Un modèle que Mamadou N’Doye, secrétaire de l’Association pour le développement de l’éducation en Afrique, a pu confronter au terrain dans une région où les efforts sont importants mais les besoins immenses. Dans le cadre du programme PASEC il mesure l’efficacité de ces efforts pour améliorer la scolarisation tout en gérant au mieux les deniers publics.

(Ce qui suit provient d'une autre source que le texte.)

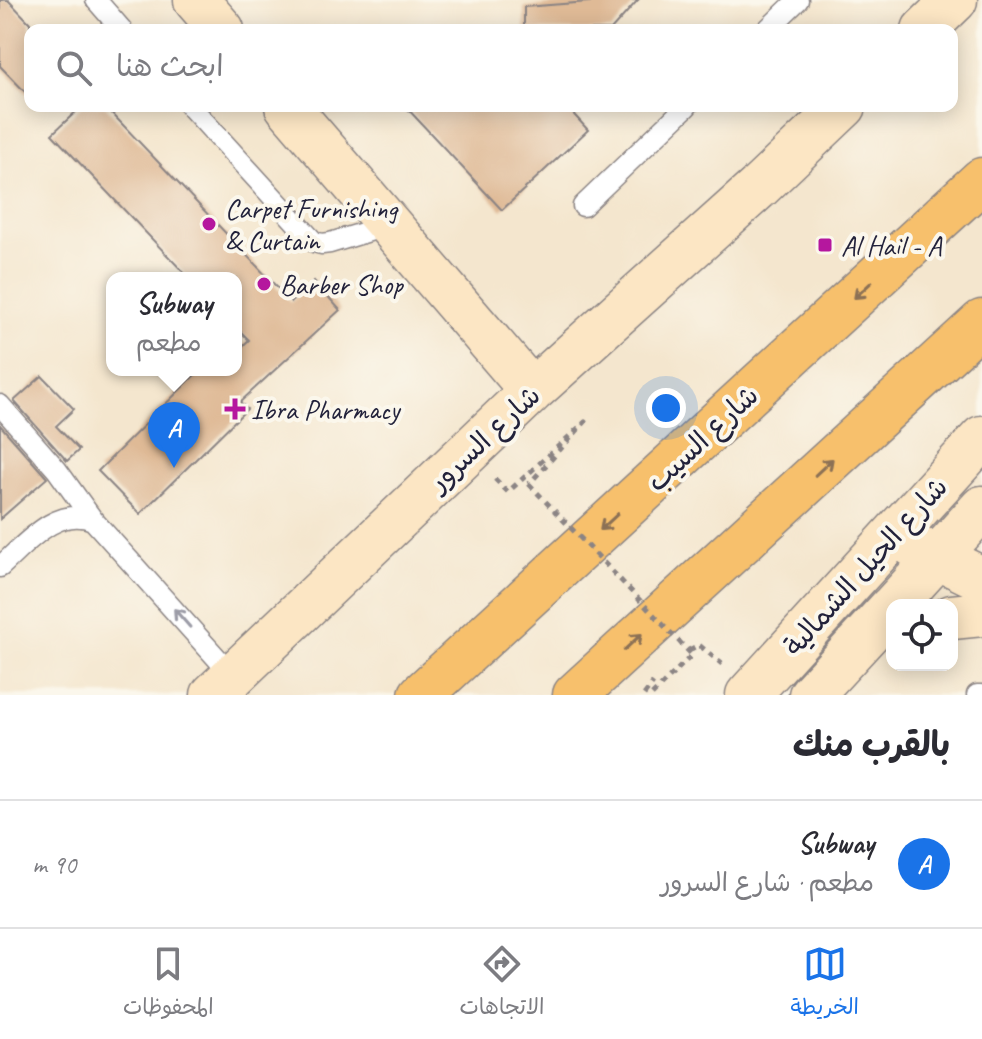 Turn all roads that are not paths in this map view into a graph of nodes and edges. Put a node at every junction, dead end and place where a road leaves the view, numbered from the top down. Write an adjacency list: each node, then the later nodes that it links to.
1 (96, 0): 6 (lane)
2 (196, 0): 7 (street)
3 (798, 0): 8 (lane)
4 (955, 0): 9 (street)
5 (982, 13): 10 (street)
6 (117, 24)
7 (217, 24)
8 (773, 24)
9 (930, 24)
10 (958, 34)
11 (195, 112): 19 (lane)
12 (292, 112): 19 (street)
13 (681, 112): 18 (lane)
14 (838, 112): 17 (street, شارع السرور)
15 (865, 112): 17 (street, شارع السرور)
16 (982, 180): 31 (highway, شارع السيب, one-way to 31)
17 (759, 187): 21 (street, شارع السرور)
18 (583, 206)
19 (389, 225): 21 (street)
20 (982, 322): 41 (highway, one-way to 20)
21 (532, 391): 36 (street, شارع السرور)
22 (0, 405): 25 (lane)
23 (982, 438): 26 (street, شارع الحيل الشمالية)
24 (982, 508): 27 (street, شارع الحيل الشمالية)
25 (93, 520): 28 (lane); 36 (lane, one-way to 25)
26 (893, 535): 27 (street); 37 (street, شارع الحيل الشمالية)
27 (937, 558): 29 (street); 30 (street, شارع الحيل الشمالية)
28 (0, 567)
29 (982, 579)
30 (899, 599)
31 (519, 605): 39 (highway); 40 (highway, شارع السيب)
32 (886, 614): 38 (street, شارع الحيل الشمالية)
33 (982, 614): 34 (street)
34 (958, 616)
35 (886, 644): 38 (street)
36 (223, 686)
37 (751, 692)
38 (812, 694)
39 (396, 695)
40 (421, 695)
41 (575, 695) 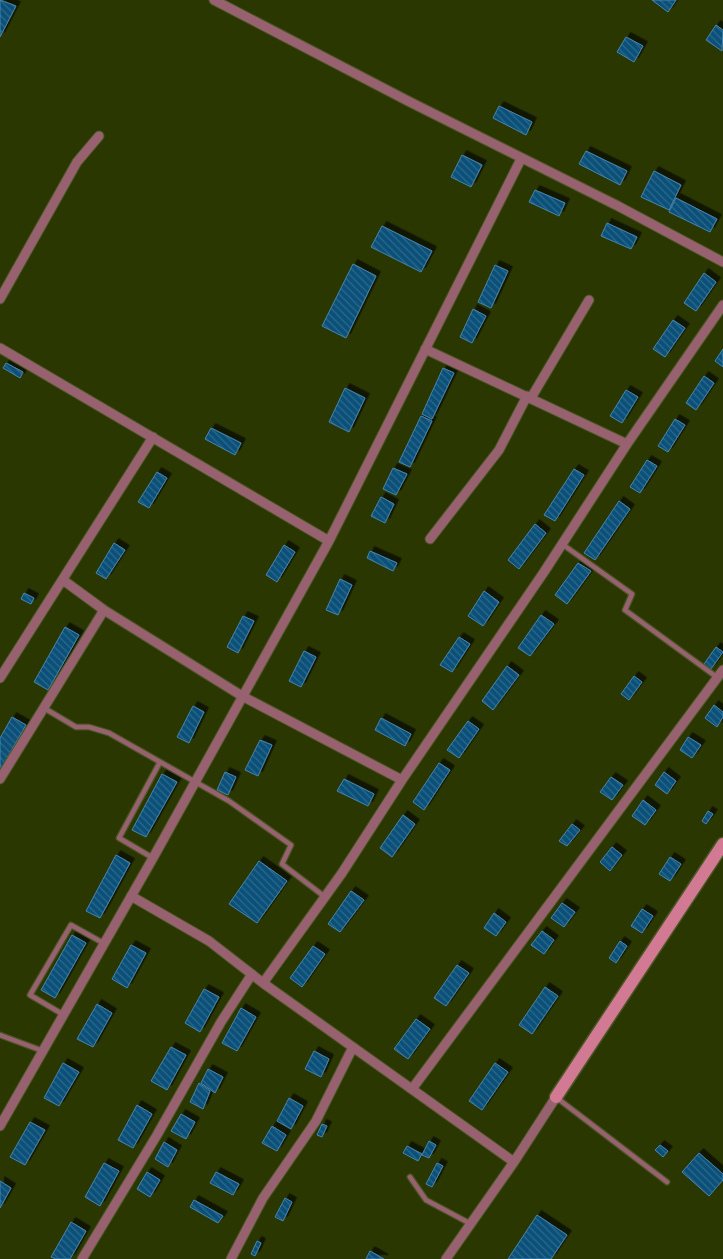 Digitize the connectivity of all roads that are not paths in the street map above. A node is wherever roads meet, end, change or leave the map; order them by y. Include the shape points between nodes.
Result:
1 (214, 0) edge
2 (99, 136) dead end
3 (521, 158) junction
4 (723, 262) edge
5 (0, 299) edge
6 (589, 300) dead end
7 (723, 305) edge
8 (0, 348) edge
9 (425, 349) junction
10 (529, 397) junction
11 (153, 437) junction
12 (627, 444) junction
13 (430, 539) dead end
14 (329, 541) junction
15 (562, 544) junction
16 (63, 580) junction
17 (104, 610) junction
18 (720, 674) edge
19 (0, 678) edge
20 (242, 696) junction
21 (44, 708) junction
22 (160, 762) junction
23 (0, 779) edge
24 (402, 780) junction
25 (196, 782) junction
26 (723, 844) edge
27 (153, 858) junction
28 (131, 896) junction
29 (325, 897) junction
30 (105, 944) junction
31 (252, 974) junction
32 (263, 983) junction
33 (64, 1015) junction
34 (0, 1035) edge
35 (353, 1047) junction
36 (43, 1051) junction
37 (412, 1089) junction
38 (556, 1097) junction
39 (0, 1126) edge
40 (514, 1162) junction
41 (410, 1177) dead end
42 (666, 1182) dead end
43 (471, 1224) junction
44 (82, 1259) edge
45 (231, 1259) edge
46 (446, 1259) edge

1 - 3 street
2 - 5 street via 77,162
3 - 4 street
3 - 9 street
6 - 10 street
7 - 12 street
8 - 11 street
9 - 10 street
9 - 14 street
10 - 12 street
10 - 13 street via 499,450
11 - 14 street
11 - 16 street
12 - 15 street
14 - 20 street
15 - 18 lane via 632,594 625,610
15 - 24 street
16 - 17 street
16 - 19 street
17 - 20 street
17 - 21 street
18 - 37 street
20 - 24 street
20 - 25 street
21 - 22 lane via 76,727 109,733
21 - 23 street
22 - 25 lane
22 - 27 lane via 119,838
24 - 29 street
25 - 27 street
25 - 29 lane via 291,845 282,864
26 - 38 street
27 - 28 street
28 - 30 street
28 - 31 street via 209,941
29 - 32 street
30 - 33 street
30 - 33 lane via 71,925 62,940 30,996
31 - 32 street
31 - 44 street
32 - 35 street
33 - 36 street
34 - 36 lane
35 - 37 street
35 - 45 street via 316,1121 263,1198
36 - 39 street
37 - 40 street
38 - 40 street
38 - 42 lane
40 - 43 street
41 - 43 lane via 426,1200
43 - 46 street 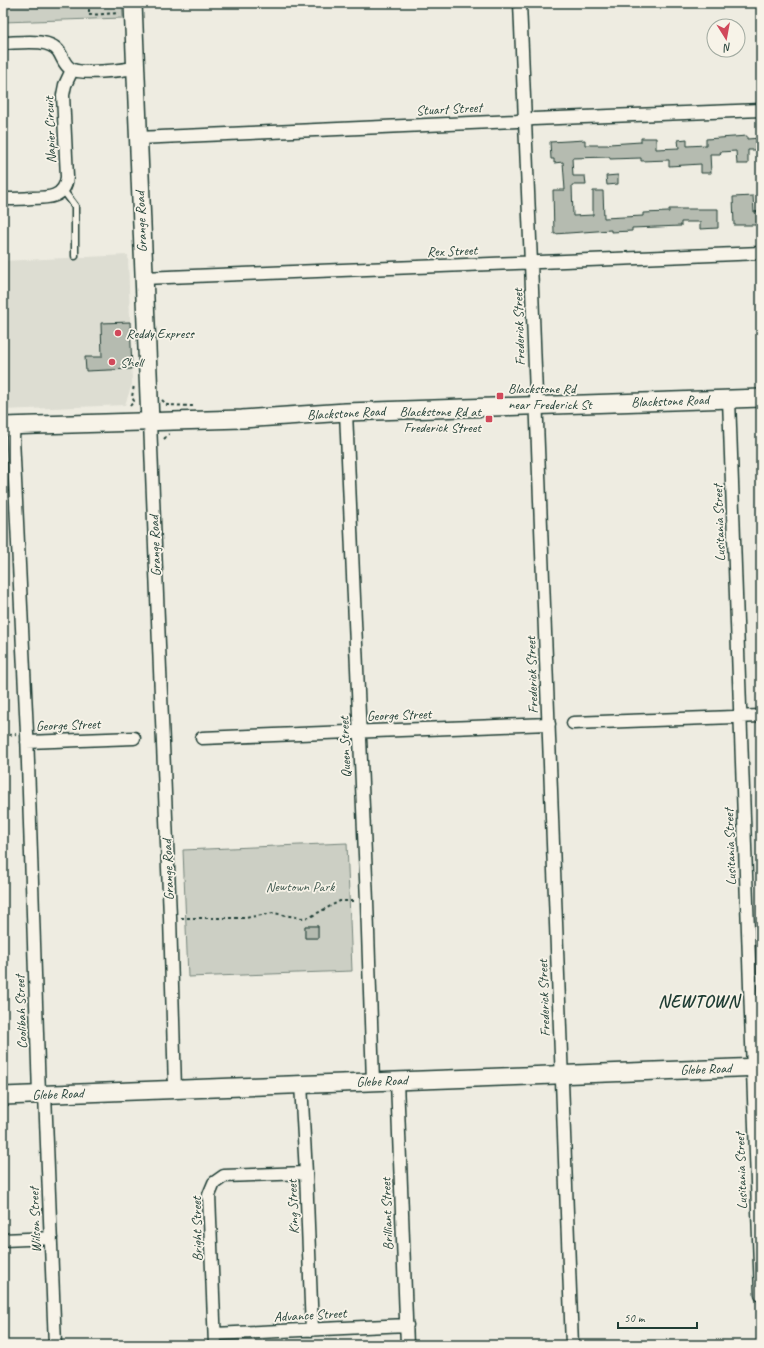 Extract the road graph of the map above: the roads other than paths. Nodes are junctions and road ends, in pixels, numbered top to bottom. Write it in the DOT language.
graph roads {
  1 [pos="133,3"];
  2 [pos="520,3"];
  3 [pos="3,43"];
  4 [pos="136,68"];
  5 [pos="72,70"];
  6 [pos="761,110"];
  7 [pos="524,120"];
  8 [pos="138,138"];
  9 [pos="63,190"];
  10 [pos="3,199"];
  11 [pos="761,253"];
  12 [pos="76,256"];
  13 [pos="531,263"];
  14 [pos="143,278"];
  15 [pos="761,398"];
  16 [pos="729,399"];
  17 [pos="537,406"];
  18 [pos="346,412"];
  19 [pos="150,422"];
  20 [pos="8,426"];
  21 [pos="740,716"];
  22 [pos="761,716"];
  23 [pos="573,723"];
  24 [pos="549,724"];
  25 [pos="360,732"];
  26 [pos="134,738"];
  27 [pos="202,738"];
  28 [pos="28,742"];
  29 [pos="757,1067"];
  30 [pos="562,1074"];
  31 [pos="396,1081"];
  32 [pos="372,1082"];
  33 [pos="301,1084"];
  34 [pos="175,1089"];
  35 [pos="42,1094"];
  36 [pos="3,1096"];
  37 [pos="306,1173"];
  38 [pos="51,1238"];
  39 [pos="3,1240"];
  40 [pos="761,1294"];
  41 [pos="407,1326"];
  42 [pos="312,1330"];
  43 [pos="215,1340"];
  44 [pos="55,1345"];
  45 [pos="407,1345"];
  46 [pos="572,1345"];
  1 -- 4 [label="main road, Grange Road"];
  2 -- 7 [label="street, Frederick Street"];
  3 -- 5 [label="street"];
  4 -- 5 [label="street"];
  4 -- 8 [label="main road, Grange Road"];
  5 -- 9 [label="street, Napier Circuit"];
  6 -- 7 [label="street, Stuart Street"];
  7 -- 8 [label="street, Stuart Street"];
  7 -- 13 [label="street, Frederick Street"];
  8 -- 14 [label="main road, Grange Road"];
  9 -- 10 [label="street"];
  9 -- 12 [label="lane"];
  11 -- 13 [label="street, Rex Street"];
  13 -- 14 [label="street, Rex Street"];
  13 -- 17 [label="street, Frederick Street"];
  14 -- 19 [label="main road, Grange Road"];
  15 -- 16 [label="main road, Blackstone Road"];
  16 -- 17 [label="main road, Blackstone Road"];
  16 -- 21 [label="street, Lusitania Street"];
  17 -- 18 [label="main road, Blackstone Road"];
  17 -- 24 [label="street, Frederick Street"];
  18 -- 19 [label="main road, Blackstone Road"];
  18 -- 25 [label="street, Queen Street"];
  19 -- 20 [label="main road, Blackstone Road"];
  19 -- 34 [label="street, Grange Road"];
  20 -- 28 [label="street, Coolibah Street"];
  21 -- 22 [label="street"];
  21 -- 23 [label="street"];
  21 -- 29 [label="street, Lusitania Street"];
  24 -- 25 [label="street, George Street"];
  24 -- 30 [label="street, Frederick Street"];
  25 -- 27 [label="street, George Street"];
  25 -- 32 [label="street, Queen Street"];
  26 -- 28 [label="street, George Street"];
  28 -- 35 [label="street, Coolibah Street"];
  29 -- 30 [label="main road, Glebe Road"];
  29 -- 40 [label="street, Lusitania Street"];
  30 -- 31 [label="main road, Glebe Road"];
  30 -- 46 [label="street, Frederick Street"];
  31 -- 32 [label="main road, Glebe Road"];
  31 -- 41 [label="street, Brilliant Street"];
  32 -- 33 [label="main road, Glebe Road"];
  33 -- 34 [label="main road, Glebe Road"];
  33 -- 37 [label="street, King Street"];
  34 -- 35 [label="main road, Glebe Road"];
  35 -- 36 [label="main road, Glebe Road"];
  35 -- 38 [label="street, Wilson Street"];
  37 -- 42 [label="street, King Street"];
  37 -- 43 [label="street, Bright Street"];
  38 -- 39 [label="street"];
  38 -- 44 [label="street, Wilson Street"];
  41 -- 42 [label="street, Advance Street"];
  41 -- 45 [label="street, Brilliant Street"];
  42 -- 43 [label="street, Advance Street"];
} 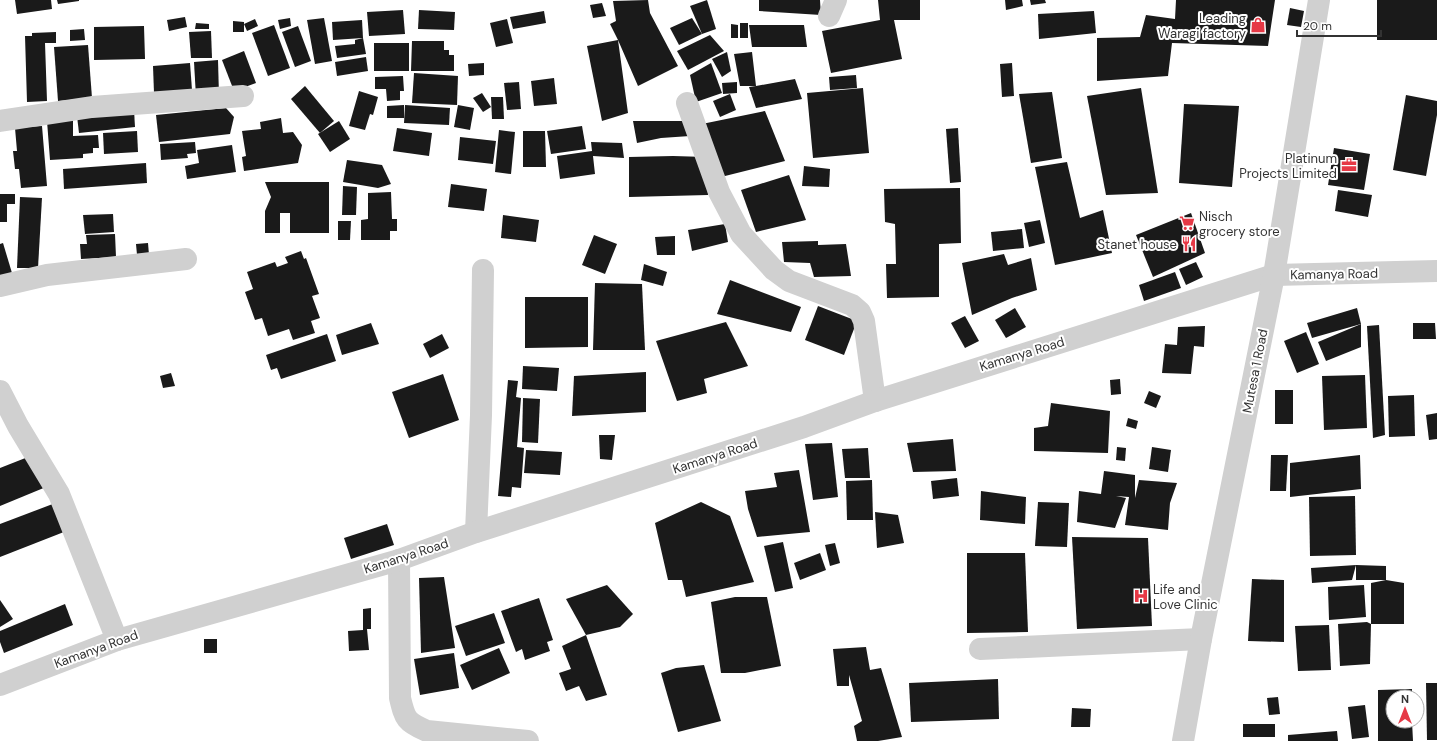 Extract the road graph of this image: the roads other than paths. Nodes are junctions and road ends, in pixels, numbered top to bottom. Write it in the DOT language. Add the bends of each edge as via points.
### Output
graph roads {
  1 [pos="1319,0"];
  2 [pos="243,96"];
  3 [pos="687,103"];
  4 [pos="0,120"];
  5 [pos="186,259"];
  6 [pos="483,270"];
  7 [pos="1437,271"];
  8 [pos="1274,275"];
  9 [pos="0,286"];
  10 [pos="0,391"];
  11 [pos="875,401"];
  12 [pos="476,532"];
  13 [pos="399,560"];
  14 [pos="1201,639"];
  15 [pos="117,640"];
  16 [pos="980,648"];
  17 [pos="0,685"];
  18 [pos="528,741"];
  19 [pos="1183,741"];
  1 -- 8 [label="street, Mutesa 1 Road"];
  2 -- 4 [label="street" via="92,107"];
  3 -- 11 [label="street" via="718,192 741,234 774,270 789,281 852,305 860,312 864,321"];
  5 -- 9 [label="street" via="47,275"];
  6 -- 12 [label="street"];
  7 -- 8 [label="street, Kamanya Road"];
  8 -- 11 [label="street, Kamanya Road"];
  8 -- 14 [label="street, Mutesa 1 Road"];
  10 -- 15 [label="street" via="59,494"];
  11 -- 12 [label="street, Kamanya Road" via="804,427"];
  12 -- 13 [label="street, Kamanya Road"];
  13 -- 15 [label="street, Kamanya Road"];
  13 -- 18 [label="street" via="400,698 405,717 415,726 427,731"];
  14 -- 16 [label="street"];
  14 -- 19 [label="street, Mutesa 1 Road"];
  15 -- 17 [label="street, Kamanya Road"];
}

Quelles politiques sont les plus efficaces ? Améliorer la formation des maîtres coûte cher et semble avoir peu d’effet sur les résultats. Faire redoubler les élèves est tout autant inefficace. Alphabétiser les parents est plus opérant mais a un coût important. M. N’Doye invite les états africains à investir sur des politiques moins onéreuses : disposer d’un bon livre du maître et de manuels pour les élèves. Du côté des enseignants, il faut veiller à ce qu’ils parlent la langue locale et à ce qu’ils aient une culture de la qualité, particulièrement qu’ils croient en l’éducabilité de tous les élèves.

La globalisation redistribuera-t-elle les cartes de l’enseignement supérieur ?

C’est l’enseignement supérieur qui faisait l’objet de deux ateliers l’après-midi avec un thème central : la mobilité.

Mobilité sociale d’abord : comment se fabriquent les élites ? Sur quels critères sélectionner ? Quel impact peut avoir la globalisation sur les modèles de formation ? La présence de Richard Descoings, directeur de Sciences Po et initiateur du premier programme de discrimination positive en France apportait un éclairage puissant sur les enjeux.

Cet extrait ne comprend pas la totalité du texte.